**WORK REQUIRED**
The copy you return should hold only the lines from the top of the data below through the line with "padding:18px 0 0;", each duplicated exactly and with no pictures.

Items from a data source:
---------------
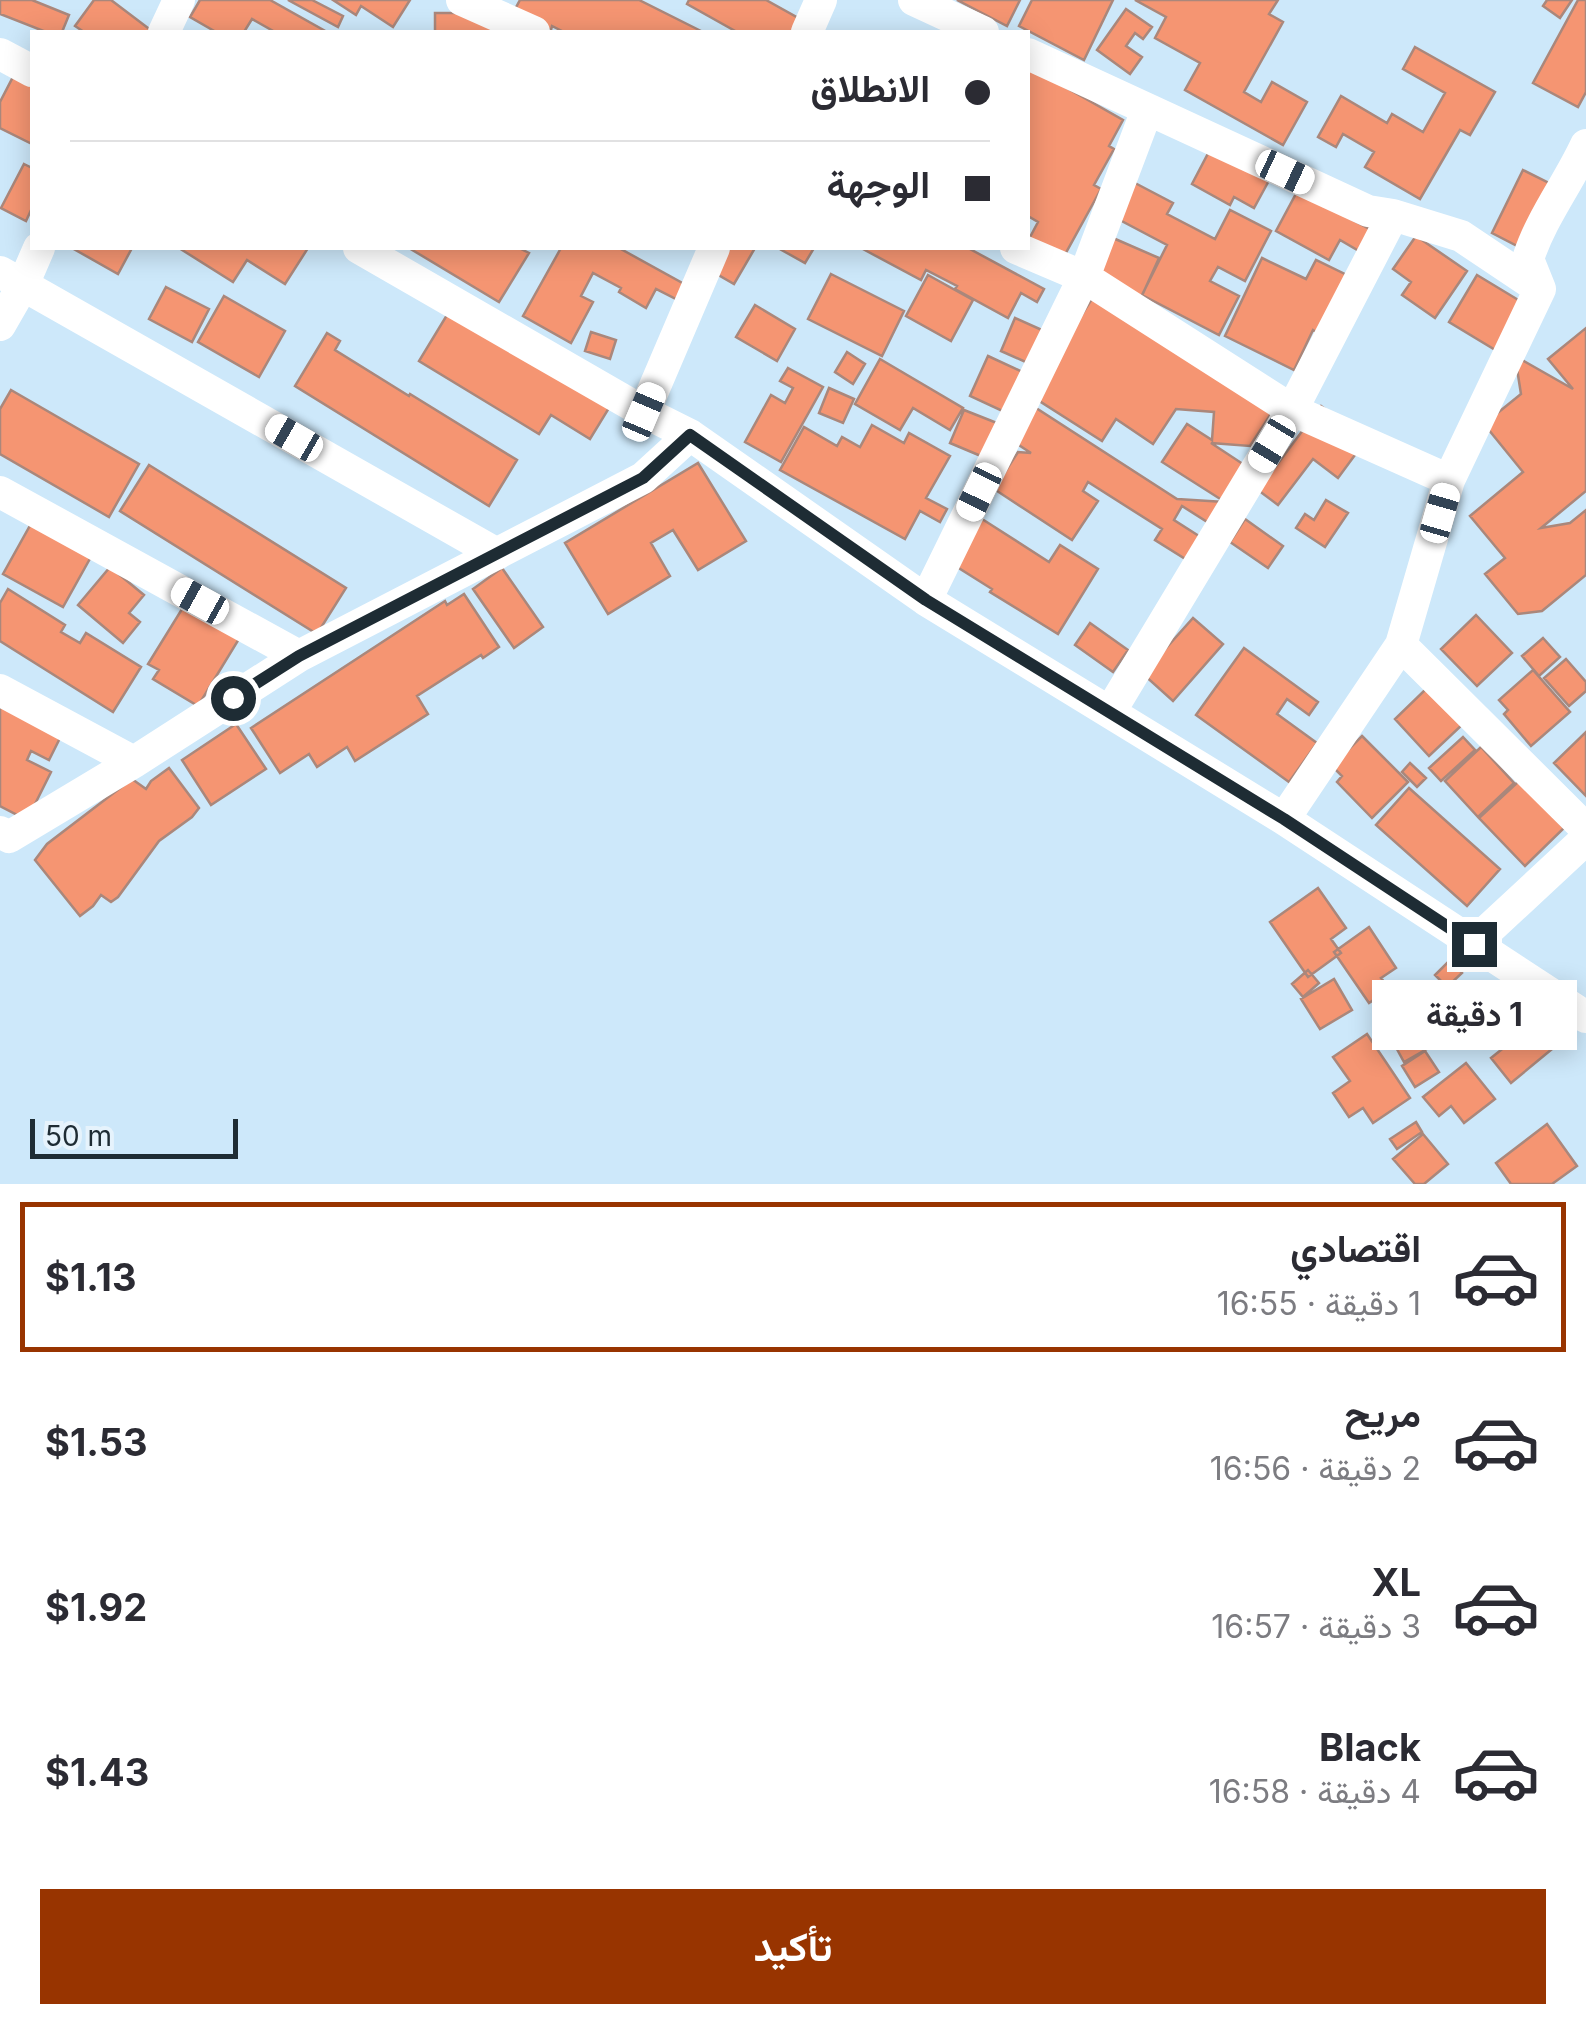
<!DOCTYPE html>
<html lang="ar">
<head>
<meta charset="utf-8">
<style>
	:root { --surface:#fff; --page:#f2f2f3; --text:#2b2b33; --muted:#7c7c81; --line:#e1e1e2; --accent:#983400 }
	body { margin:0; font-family:Inter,Vazirmatn,sans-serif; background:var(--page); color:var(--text); direction:rtl; height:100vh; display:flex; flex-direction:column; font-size:38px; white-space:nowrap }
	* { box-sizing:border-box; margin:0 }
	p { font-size:32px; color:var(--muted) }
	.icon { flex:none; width:55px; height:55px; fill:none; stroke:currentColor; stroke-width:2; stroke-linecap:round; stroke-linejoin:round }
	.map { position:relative; height:1184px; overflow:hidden; direction:ltr }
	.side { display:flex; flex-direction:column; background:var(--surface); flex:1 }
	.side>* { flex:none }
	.guide { position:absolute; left:30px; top:30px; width:1000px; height:220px; border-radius:0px; box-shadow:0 5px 25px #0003; direction:rtl; display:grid; align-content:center; height:220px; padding:0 40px; background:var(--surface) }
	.scale { position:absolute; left:30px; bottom:25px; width:208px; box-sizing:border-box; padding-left:10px; border:5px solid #1e2c34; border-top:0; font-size:28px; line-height:35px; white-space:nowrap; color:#1e2c34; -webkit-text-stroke:8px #e6f3fc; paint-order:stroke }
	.end { position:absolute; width:45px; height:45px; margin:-22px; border:12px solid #1e2c34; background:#fff; box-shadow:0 0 0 5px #fff }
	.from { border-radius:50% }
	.bubble { position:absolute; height:70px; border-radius:0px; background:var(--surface); box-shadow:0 5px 25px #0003; font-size:32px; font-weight:700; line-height:70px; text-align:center; direction:rtl }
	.car { position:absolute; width:30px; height:60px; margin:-30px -15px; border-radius:12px; box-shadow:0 0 8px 2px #0007; background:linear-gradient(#fff 24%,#345 0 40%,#fff 0 76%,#345 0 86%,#fff 0) }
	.guide b { display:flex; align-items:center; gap:35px; height:95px; font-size:38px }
	.guide b+b { border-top:2px solid var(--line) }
	.guide i { width:25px; height:25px; background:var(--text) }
	ul { padding:18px 0 0; list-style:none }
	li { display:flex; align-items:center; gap:30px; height:150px; margin:0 20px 15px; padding:0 20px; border:5px solid transparent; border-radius:0px }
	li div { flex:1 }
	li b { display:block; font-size:38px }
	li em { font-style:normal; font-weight:700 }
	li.on { border-color:var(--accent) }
	li>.icon { width:90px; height:90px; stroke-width:1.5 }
	.action { display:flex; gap:20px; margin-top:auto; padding:20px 40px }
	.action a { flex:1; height:115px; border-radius:0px; background:var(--accent); color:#fff; font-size:40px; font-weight:700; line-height:115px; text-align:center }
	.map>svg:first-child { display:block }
	.building { fill:#f59572; stroke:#aa877b; stroke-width:2.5 }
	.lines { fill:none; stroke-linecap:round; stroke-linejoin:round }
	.minor { stroke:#fff; stroke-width:32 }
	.route { stroke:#1e2c34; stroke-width:12 }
</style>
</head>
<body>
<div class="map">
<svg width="1586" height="1184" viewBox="0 0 1586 1184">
	<rect width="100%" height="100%" fill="#cde8fa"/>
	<path class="building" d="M0,0H32L69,15L62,32H46L0,14Z
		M94,0H111L152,31L84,32L75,26Z
		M200,0H270L327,32H275L252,19L244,32H216L190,17Z
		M288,0H312L343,16L338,27Z
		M333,0H410L393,27L361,6L356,15Z
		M520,0H639L703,32H564L552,26L551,30L514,11Z
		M689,0H766L809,24L804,32H737L687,4Z
		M957,0H1020L1007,26Z
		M1032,0H1113L1084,60L1019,26Z
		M1135,0H1278L1269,14L1283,22L1244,92L1261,102L1272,82L1307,102L1283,145L1185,90L1200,63L1155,38L1166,17Z
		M1547,0H1572L1560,18L1543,6Z
		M1578,0H1586V92L1578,107L1533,83Z
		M1126,9L1152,27L1143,39L1135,33L1126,46L1142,57L1130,74L1097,50Z
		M435,13H470L504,32H435Z
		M1415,47L1495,92L1470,135L1460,130L1420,199L1365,167L1374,152L1343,134L1336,147L1318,137L1341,96L1387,123L1392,114L1423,132L1445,93L1403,69Z
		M1028,66L1123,120L1109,146L1114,149L1094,185L1101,189L1062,260L1028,241L1038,222L1028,216Z
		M14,75L32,84V144L0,128V102Z
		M1213,144L1272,175L1254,208L1234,197L1230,205L1192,184Z
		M24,164L32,168V208L26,221L1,208Z
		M1523,170L1557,187L1525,250L1492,233Z
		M1135,183L1173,203L1167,214L1215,239L1230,210L1271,231L1245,281L1218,267L1210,281L1239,296L1219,335L1142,295L1167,245L1116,218Z
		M1298,190L1371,230L1359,251L1340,240L1329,260L1276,231Z
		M1416,236L1467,271L1435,318L1402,295L1411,282L1393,269Z
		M1113,238L1159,258L1140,300L1094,280Z
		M72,248H132L118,274Z
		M179,248H308L285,284L247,260L233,282Z
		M409,248H519L529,253L499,302Z
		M561,248H619L686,285L678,300L656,289L646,308L619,292L621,288L593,273L581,296L593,302L571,343L523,316Z
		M730,248H755L734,284L715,273Z
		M778,248H814L805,263Z
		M861,248H968L1044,289L1037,302L1021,293L1008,318L955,289L957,286L926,270L921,280Z
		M1262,258L1306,279L1316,260L1351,277L1323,336L1313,330L1294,370L1225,336Z
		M831,274L904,311L882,356L808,319Z
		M928,275L973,300L951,341L906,316Z
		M1477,275L1525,304L1497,351L1449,322Z
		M166,287L209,309L192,342L149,319Z
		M1097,291L1276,406L1250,446L1211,443L1249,468L1212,525L1182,506L1174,520L1210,543L1195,565L1155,540L1162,529L1088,482L1083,491L1098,501L1072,540L994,489L1018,452L1031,453L1014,442L1036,408L1177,499L1225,502L1162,462L1187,424L1212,440L1214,412L1176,409L1153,444L1116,419L1102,441L1030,395Z
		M224,296L285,331L259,377L198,342Z
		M755,305L795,329L777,361L736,337Z
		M450,310L609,408L590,439L551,415L539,434L419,361Z
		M1015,318L1053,335L1039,368L1001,351Z
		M1586,328V491L1541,528L1570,523L1586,510V575L1542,611L1518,614L1485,574L1505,558L1470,516L1523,472L1484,424L1521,394L1515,356L1573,389L1548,359Z
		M591,332L616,340L610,359L585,351Z
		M327,333L340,341L335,350L409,396L410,394L517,460L489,506L295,386Z
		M847,352L865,364L853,384L835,372Z
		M988,356L1027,374L1009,414L970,396Z
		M880,359L963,408L950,430L913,408L900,430L855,404Z
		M788,368L823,387L781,462L745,442L771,395L785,403L793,388L780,381Z
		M829,388L854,399L843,423L819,413Z
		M11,390L139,464L109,517L0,454V409Z
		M1321,406L1366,440L1338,478L1313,459L1278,505L1258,490Z
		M964,410L1002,425L988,459L950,443Z
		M872,425L904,443L909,433L950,456L926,498L947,509L940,522L920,511L905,539L780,470L804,427L837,446L842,437L860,447Z
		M698,463L746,541L698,570L673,530L651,543L670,576L608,614L565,543Z
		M149,465L346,588L317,634L120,511Z
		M1326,500L1348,513L1325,547L1296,528L1305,514L1314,520Z
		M982,519L1049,562L1060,545L1098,569L1058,634L990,592L992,589L954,565Z
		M1245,519L1283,546L1268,568L1230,542Z
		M32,522L92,555L63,607L3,574Z
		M110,567L144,595L129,613L140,622L123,643L78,605Z
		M502,568L543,627L514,648L473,589Z
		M8,589L65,625L61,632L80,643L86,633L141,667L113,712L0,641V603Z
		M464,594L499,647L483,658L481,655L417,696L428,714L355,761L347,747L317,767L309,754L280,773L251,728L445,601L447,605Z
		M187,601L242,634L198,706L153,679L159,670L148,664Z
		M1476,615L1512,653L1477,686L1441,649Z
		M1193,618L1223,644L1173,701L1143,674Z
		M1090,623L1128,650L1113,672L1075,645Z
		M1543,638L1560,657L1539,676L1522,656Z
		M1244,648L1318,702L1309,715L1287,699L1277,714L1317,743L1289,782L1196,715Z
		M1566,659L1586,682V691L1569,706L1544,678Z
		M1533,670L1570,712L1531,746L1504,714L1508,710L1499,700Z
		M1427,688L1463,724L1429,756L1395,719Z
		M0,706L61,736L49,760L31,751L27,760L51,772L27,820L0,806Z
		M236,724L266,769L211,805L182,760Z
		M1586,732V796L1554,763Z
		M1362,736L1408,782L1372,818L1337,782L1342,776L1332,766Z
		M1463,737L1475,750L1441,781L1429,768Z
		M1481,747L1514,783L1478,817L1445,781Z
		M1410,763L1426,778L1417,787L1402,772Z
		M169,768L199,808L192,817L159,841L118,897L111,902L101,895L93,906L80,916L35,860L47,844L132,779L146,789L151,781Z
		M1519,781L1564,828L1525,866L1479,818Z
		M1409,788L1500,869L1467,906L1376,825Z
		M1318,888L1346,928L1331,939L1341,953L1308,977L1270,922Z
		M1369,927L1396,968L1381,978L1390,989L1369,1003L1334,952Z
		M1450,960L1462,973L1447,987L1435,975Z
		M1308,970L1319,983L1303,997L1292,984Z
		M1334,979L1352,1010L1320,1029L1301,999Z
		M1420,1009L1439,1042L1404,1062L1386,1029Z
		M1532,1025L1552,1049L1511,1083L1491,1058Z
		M1367,1034L1410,1098L1373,1123L1363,1108L1349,1117L1333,1093L1350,1081L1333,1057Z
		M1425,1051L1439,1072L1415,1087L1402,1066Z
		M1466,1063L1495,1099L1464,1123L1451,1106L1439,1116L1423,1097Z
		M1416,1122L1422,1132L1397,1149L1390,1139Z
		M1547,1124L1577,1166L1552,1184H1511L1496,1163Z
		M1423,1134L1448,1164L1424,1184H1415L1393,1159Z"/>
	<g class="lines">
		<path class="minor" d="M462,0L534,32
			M914,0L983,32
			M164,32L179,0
			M807,32L821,0
			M0,54L32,71
			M1028,54L1368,211L1393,215L1461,236L1540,289
			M359,248L644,412L690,435L926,600L1284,819L1586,1017
			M1016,248L1084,277L1292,410L1449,480
			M0,272L497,554
			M0,325L23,285L39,248
			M644,412L714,248
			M0,492L299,656
			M926,600L1084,277L1147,110
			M1401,645L1586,829
			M0,690L134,762
			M1110,712L1292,410L1393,215
			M1284,819L1401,645L1449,480L1540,289L1528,259C1541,218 1568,184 1586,145
			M0,832L9,837L134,762L299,656L643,478L690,435
			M1474,943L1586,839"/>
	</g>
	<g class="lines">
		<path class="route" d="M233,698L299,656L643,478L690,435L926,600L1284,819L1474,944"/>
	</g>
</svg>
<div class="scale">50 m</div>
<i class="end from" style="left:233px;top:698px"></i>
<i class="end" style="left:1474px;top:944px"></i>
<div class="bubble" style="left:1372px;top:980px;width:205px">1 دقيقة</div>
<i class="car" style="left:1285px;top:172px;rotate:115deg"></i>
<i class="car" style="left:644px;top:412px;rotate:23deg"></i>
<i class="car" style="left:294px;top:438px;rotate:300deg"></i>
<i class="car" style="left:1272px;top:444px;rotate:211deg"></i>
<i class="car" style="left:979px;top:492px;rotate:206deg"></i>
<i class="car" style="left:1440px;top:513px;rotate:16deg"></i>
<i class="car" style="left:200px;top:601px;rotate:299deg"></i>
<div class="guide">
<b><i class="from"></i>الانطلاق</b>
<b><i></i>الوجهة</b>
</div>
</div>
<section class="side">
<ul>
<li class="on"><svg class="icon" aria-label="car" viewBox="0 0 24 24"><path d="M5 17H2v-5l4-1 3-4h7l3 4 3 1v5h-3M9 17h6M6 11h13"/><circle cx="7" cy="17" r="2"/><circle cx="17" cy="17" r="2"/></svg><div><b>اقتصادي</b><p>1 دقيقة · 16:55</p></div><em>$1.13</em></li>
<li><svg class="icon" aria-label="car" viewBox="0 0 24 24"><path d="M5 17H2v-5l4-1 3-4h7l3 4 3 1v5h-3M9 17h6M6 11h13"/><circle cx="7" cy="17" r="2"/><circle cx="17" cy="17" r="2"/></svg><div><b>مريح</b><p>2 دقيقة · 16:56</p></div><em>$1.53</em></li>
<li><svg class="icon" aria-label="car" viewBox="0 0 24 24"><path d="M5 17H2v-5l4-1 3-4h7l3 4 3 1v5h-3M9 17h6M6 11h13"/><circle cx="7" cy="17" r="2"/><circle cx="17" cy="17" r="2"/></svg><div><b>XL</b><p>3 دقيقة · 16:57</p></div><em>$1.92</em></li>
<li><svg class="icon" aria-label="car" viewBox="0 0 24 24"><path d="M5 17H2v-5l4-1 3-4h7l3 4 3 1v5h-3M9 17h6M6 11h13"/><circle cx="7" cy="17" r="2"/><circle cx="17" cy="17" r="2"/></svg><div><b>Black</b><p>4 دقيقة · 16:58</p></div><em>$1.43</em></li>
</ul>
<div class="action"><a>تأكيد</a></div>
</section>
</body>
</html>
---------------
**TASK RESPONSE**
<!DOCTYPE html>
<html lang="ar">
<head>
<meta charset="utf-8">
<style>
	:root { --surface:#fff; --page:#f2f2f3; --text:#2b2b33; --muted:#7c7c81; --line:#e1e1e2; --accent:#983400 }
	body { margin:0; font-family:Inter,Vazirmatn,sans-serif; background:var(--page); color:var(--text); direction:rtl; height:100vh; display:flex; flex-direction:column; font-size:38px; white-space:nowrap }
	* { box-sizing:border-box; margin:0 }
	p { font-size:32px; color:var(--muted) }
	.icon { flex:none; width:55px; height:55px; fill:none; stroke:currentColor; stroke-width:2; stroke-linecap:round; stroke-linejoin:round }
	.map { position:relative; height:1184px; overflow:hidden; direction:ltr }
	.side { display:flex; flex-direction:column; background:var(--surface); flex:1 }
	.side>* { flex:none }
	.guide { position:absolute; left:30px; top:30px; width:1000px; height:220px; border-radius:0px; box-shadow:0 5px 25px #0003; direction:rtl; display:grid; align-content:center; height:220px; padding:0 40px; background:var(--surface) }
	.scale { position:absolute; left:30px; bottom:25px; width:208px; box-sizing:border-box; padding-left:10px; border:5px solid #1e2c34; border-top:0; font-size:28px; line-height:35px; white-space:nowrap; color:#1e2c34; -webkit-text-stroke:8px #e6f3fc; paint-order:stroke }
	.end { position:absolute; width:45px; height:45px; margin:-22px; border:12px solid #1e2c34; background:#fff; box-shadow:0 0 0 5px #fff }
	.from { border-radius:50% }
	.bubble { position:absolute; height:70px; border-radius:0px; background:var(--surface); box-shadow:0 5px 25px #0003; font-size:32px; font-weight:700; line-height:70px; text-align:center; direction:rtl }
	.car { position:absolute; width:30px; height:60px; margin:-30px -15px; border-radius:12px; box-shadow:0 0 8px 2px #0007; background:linear-gradient(#fff 24%,#345 0 40%,#fff 0 76%,#345 0 86%,#fff 0) }
	.guide b { display:flex; align-items:center; gap:35px; height:95px; font-size:38px }
	.guide b+b { border-top:2px solid var(--line) }
	.guide i { width:25px; height:25px; background:var(--text) }
	ul { padding:18px 0 0; list-style:none }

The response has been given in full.